O executivo camarário de Abrantes, de maioria PS, aprovou por unanimidade na reunião de câmara desta quarta-feira a moção proposta pela vereadora da CDU, Ricardina Lourenço, um documento que defende o encerramento da Central nuclear de Almaraz, e que condena a posição do governo espanhol em autorizar a instalação de um novo armazém de resíduos dessa central, junto à fronteira portuguesa. A moção será remetida para o Presidente da República, Assembleia da República e Ministério do Ambiente.
No documento consta que a “Câmara Municipal de Abrantes, reunida em sessão pública a 15 de fevereiro de 2017 condena firmemente a intenção do Governo Espanhol de autorizar a instalação de um armazém temporário de resíduos da central nuclear de Almaraz. Rejeita a instalação de qualquer nova central ou cemitério nuclear junto da fronteira portuguesa”.
João Gomes, vice-presidente da CMA, que presidiu à sessão na ausência da autarca Maria do Céu Albuquerque, justificou que o executivo, nomeadamente a maioria PS se revê no documento proposto pela CDU na sessão de dia 24 de janeiro, na pessoa da vereadora Ricardina Lourenço. “Revemo-nos no documento e vem ao encontro das tomadas de posição tanto do governo português como da Assembleia da República, que se têm mostrado muito preocupados com este assunto”, disse o vice-presidente, referindo-se nomeadamente ao encerramento da Central Nuclear de Almaraz e “o prolongar da vida da própria central, uma vez que a data de fecho da mesma foi ultrapassada, e a o governo espanhol promoveu o prolongar da data de vida daquela infraestrutura”.
Também a criação de armazém para depósito dos materiais radioativos se revela uma preocupação da parte da CM Abrantes. “Estamos muito preocupados com esta questão, porque estamos a falar de saúde pública (…) diretamente estamos a falar também do Tejo, que é também um bem muito importante para o município de Abrantes e para todos os municípios ribeirinhos, e nós continuamos muito preocupados com esta questão, revemo-nos nesta posição da moção da CDU e iremos continuar a acompanhar este assunto porque é de muita importância e que nos deixa muito preocupados porque não sabemos o que poderá acontecer no futuro”.
Segundo João Gomes é imperativo que se tomem “todas as medidas que estão ao nosso alcance para podermos evitar que aconteça algo de negativo em relação a esta situação”, terminou.

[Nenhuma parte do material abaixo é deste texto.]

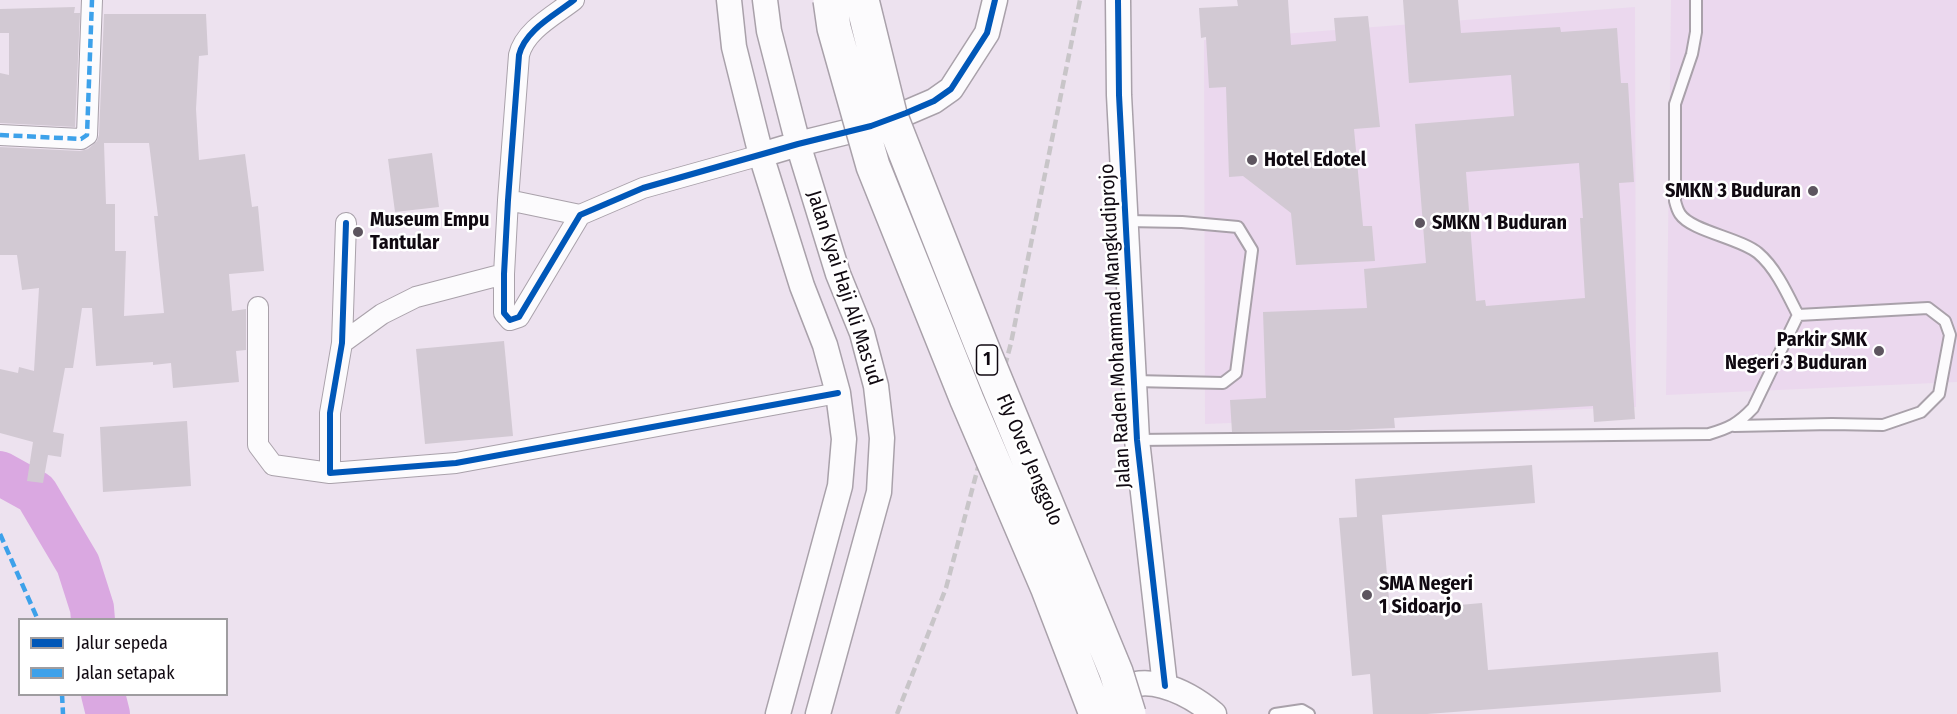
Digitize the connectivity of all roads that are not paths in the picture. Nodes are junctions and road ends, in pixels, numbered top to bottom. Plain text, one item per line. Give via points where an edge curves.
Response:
1 (92, 0) edge
2 (574, 0) edge
3 (729, 0) edge
4 (765, 0) edge
5 (830, 0) edge
6 (862, 0) edge
7 (995, 0) edge
8 (1118, 0) edge
9 (1696, 0) edge
10 (0, 135) edge
11 (798, 144) junction
12 (761, 155) junction
13 (508, 200) junction
14 (580, 215) junction
15 (1126, 221) junction
16 (346, 223) dead end
17 (504, 274) junction
18 (258, 307) dead end
19 (1798, 315) junction
20 (342, 344) junction
21 (1134, 381) junction
22 (838, 393) junction
23 (1733, 426) junction
24 (1137, 440) junction
25 (330, 473) junction
26 (1165, 686) junction
27 (778, 714) edge
28 (818, 714) edge
29 (1096, 714) edge
30 (1102, 714) edge
31 (1129, 714) edge
32 (1214, 714) edge
33 (1275, 714) edge
34 (1309, 714) edge

1 - 10 street via 87,135 81,139
2 - 13 street via 521,45
3 - 12 street via 734,47
4 - 11 street via 769,31
5 - 29 highway, Fly Over Jenggolo / 1, bridge via 834,28 873,165
6 - 31 highway, Fly Over Jenggolo / 1, bridge via 890,114 1116,672
7 - 11 street via 987,33 951,89 934,101 871,126
8 - 15 street, Jalan Raden Mohammad Mangkudiprojo
9 - 19 lane via 1692,54 1675,104 1675,201 1680,215 1691,224 1729,237 1758,253 1783,284
11 - 12 street
11 - 28 street, Jalan Kyai Haji Ali Mas'ud via 838,274 862,333 876,386 882,438 879,492
12 - 14 street via 643,188
12 - 22 street, Jalan Kyai Haji Ali Mas'ud
13 - 14 street
13 - 17 street
14 - 17 street via 519,317 510,320 504,313
15 - 21 street, Jalan Raden Mohammad Mangkudiprojo
15 - 21 lane via 1238,227 1252,250 1236,373 1223,383
16 - 20 street
17 - 20 street via 416,297 382,314
18 - 25 street via 258,445 273,465
19 - 23 lane via 1753,408
19 - 23 lane via 1928,308 1945,321 1950,335 1939,394 1921,412 1882,425
20 - 25 street via 330,413
21 - 24 street, Jalan Raden Mohammad Mangkudiprojo
22 - 25 street via 456,463
22 - 27 street, Jalan Kyai Haji Ali Mas'ud via 844,439 840,486
23 - 24 lane via 1708,434
24 - 26 street, Jalan Raden Mohammad Mangkudiprojo
26 - 30 street via 1130,685 1118,690
26 - 32 street via 1200,702
33 - 34 lane via 1302,710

Recorde-se que neste documento são relembrados os acidentes nucleares de Chernobyl e Fukushima, salientando-se “ser o tempo para procurar novas formas de produção de energia”.
A proximidade com Portugal e os efeitos nefastos que podem ser causados no rio Tejo são pontos também incluídos no documento. “A Central Nuclear de Almaraz, colocada apenas a 100 km da fronteira com Portugal, constitui um perigo iminente para as populações, para o território e para as águas do rio Tejo, que utiliza como elemento de refrigeração”, lê-se na moção aprovada por unanimidade.